Griffiths Cardiovascular Research Laboratory

Photo: Vivitatech
From left, Jeni Lee, Maelene Wong, and Gina MacBarb working on tissue engineering in Griffiths Laboratory
Video depicting blood movement through canine mitral valve.
Photo: Profusion Heart
Lagendorff Heart Profusion System depicting rat heart in close up

Research

Motivation

Cardiovascular disease is the single most important cause of morbidity and mortality in the United States (US), with a combined annual cost of $444 billion which equates to one sixth of all healthcare expenditure in the US. Coronary heart disease alone, leading to myocardial infarction (MI), is estimated to cause 1 of every 6 deaths in the US (American Heart Association, 2011).
Similarly, heart failure is mentioned in one in every nine death certificates in the US. Cardiovascular disease frequently results in decreased quality of life, limitation in exercise capacity, and the need for life long medical therapy. According to Centers for Disease Control and Prevention, one third of American adults are currently living with the effects of cardiovascular disease.


Background

Cardiovascular disease results in decreased performance of the cardiovascular system. During the early stages of disease, the body is able to employ compensatory mechanisms to overcome this reduction in cardiovascular performance. However, these mechanisms are not curative, but rather utilize the body’s normal ability to increase cardiac performance with exercise to maintain normal resting cardiovascular performance. In the chronic situation, these same compensatory mechanisms mediate negative changes in the cardiovascular system which stimulates further progression of disease. Ultimately, as disease continues to progress, heart failure ensues. Erosion of normal exercise capacity results in patients demonstrating lethargy and poor exercise capacity. Failure of the heart to ensure blood flow results in pooling of blood in venous vascular beds and fluid leakage into the tissues of the body (congestion).
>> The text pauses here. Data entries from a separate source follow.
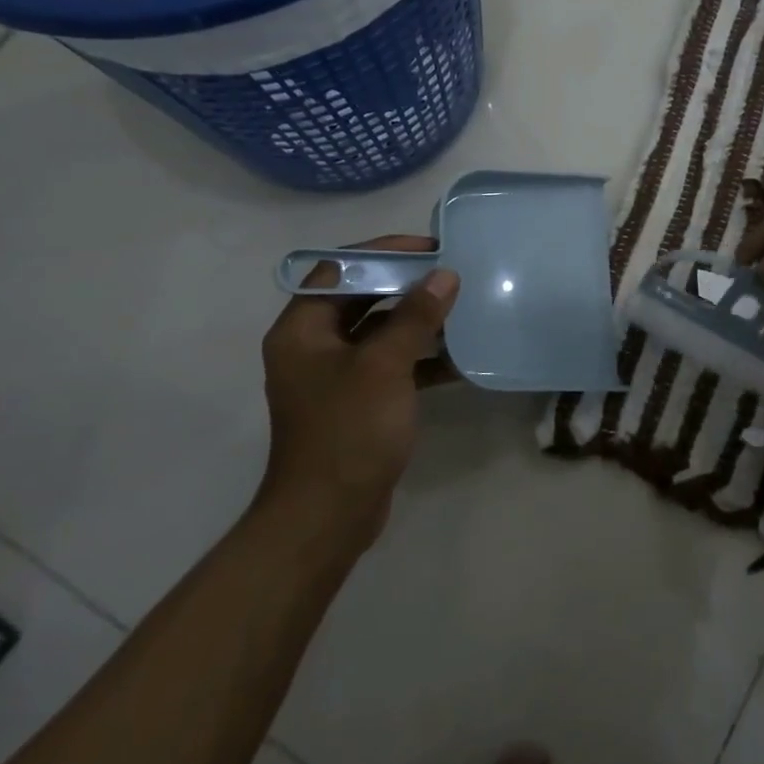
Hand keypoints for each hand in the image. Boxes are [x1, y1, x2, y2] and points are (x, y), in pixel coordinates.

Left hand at [258, 235, 458, 548]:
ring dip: (418, 321)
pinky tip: (459, 358)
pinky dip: (420, 358)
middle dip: (406, 284)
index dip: (383, 252)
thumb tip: (444, 275)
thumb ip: (415, 317)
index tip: (428, 247)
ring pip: (380, 332)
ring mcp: (336, 376)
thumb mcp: (384, 366)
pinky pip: (391, 365)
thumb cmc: (349, 431)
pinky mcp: (359, 401)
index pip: (339, 269)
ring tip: (461, 308)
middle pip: (361, 298)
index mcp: (302, 329)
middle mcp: (313, 346)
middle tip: (451, 273)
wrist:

Tissue engineering approaches aim to overcome the debilitating and ultimately fatal consequences of cardiovascular disease, by producing replacement tissues (e.g., heart valves) and organs (e.g., whole hearts). All tissues and organs are composed of the same basic structures, consisting of cells, extracellular matrix (supporting substance between cells – ECM) and signaling molecules. A tissue engineering approach aims to combine these essential components to generate a functional replacement tissue or organ. Several tissue engineering approaches are currently under intense investigation. However, the key to achieving the seemingly simple goal of replicating normal tissue and organ development and growth remains elusive.


Our Approach

Our laboratory focuses on animal-derived ECM as a scaffold into which patient cells and signaling molecules can be placed to form the desired tissue or organ. Utilization of animal tissue has the advantage that it is available in essentially unlimited supply and also provides an ECM which is identical to that of the desired tissue type. However, the critical impediment to utilization of animal-derived ECM is that such material contains molecules which stimulate an aggressive host immune response upon implantation (antigens).

The main objectives of our research are to (1) identify and understand the antigenic components of animal-derived tissues and organs which stimulate an immune rejection response upon implantation, (2) utilize the principles of protein biochemistry to achieve removal of these antigenic components, while leaving the ECM unchanged, and (3) investigate the interaction between cells and ECM scaffolds towards achieving the goal of generating tissue engineered tissues and organs. Our laboratory has pioneered a new paradigm in the production of immunologically-acceptable animal-derived ECM scaffolds, which preserve ECM structure-function relationships and recellularization capacity. Through application of our antigen-removal paradigm, we aim to overcome the impediments previously encountered with the use of xenogeneic scaffolds in tissue engineering applications.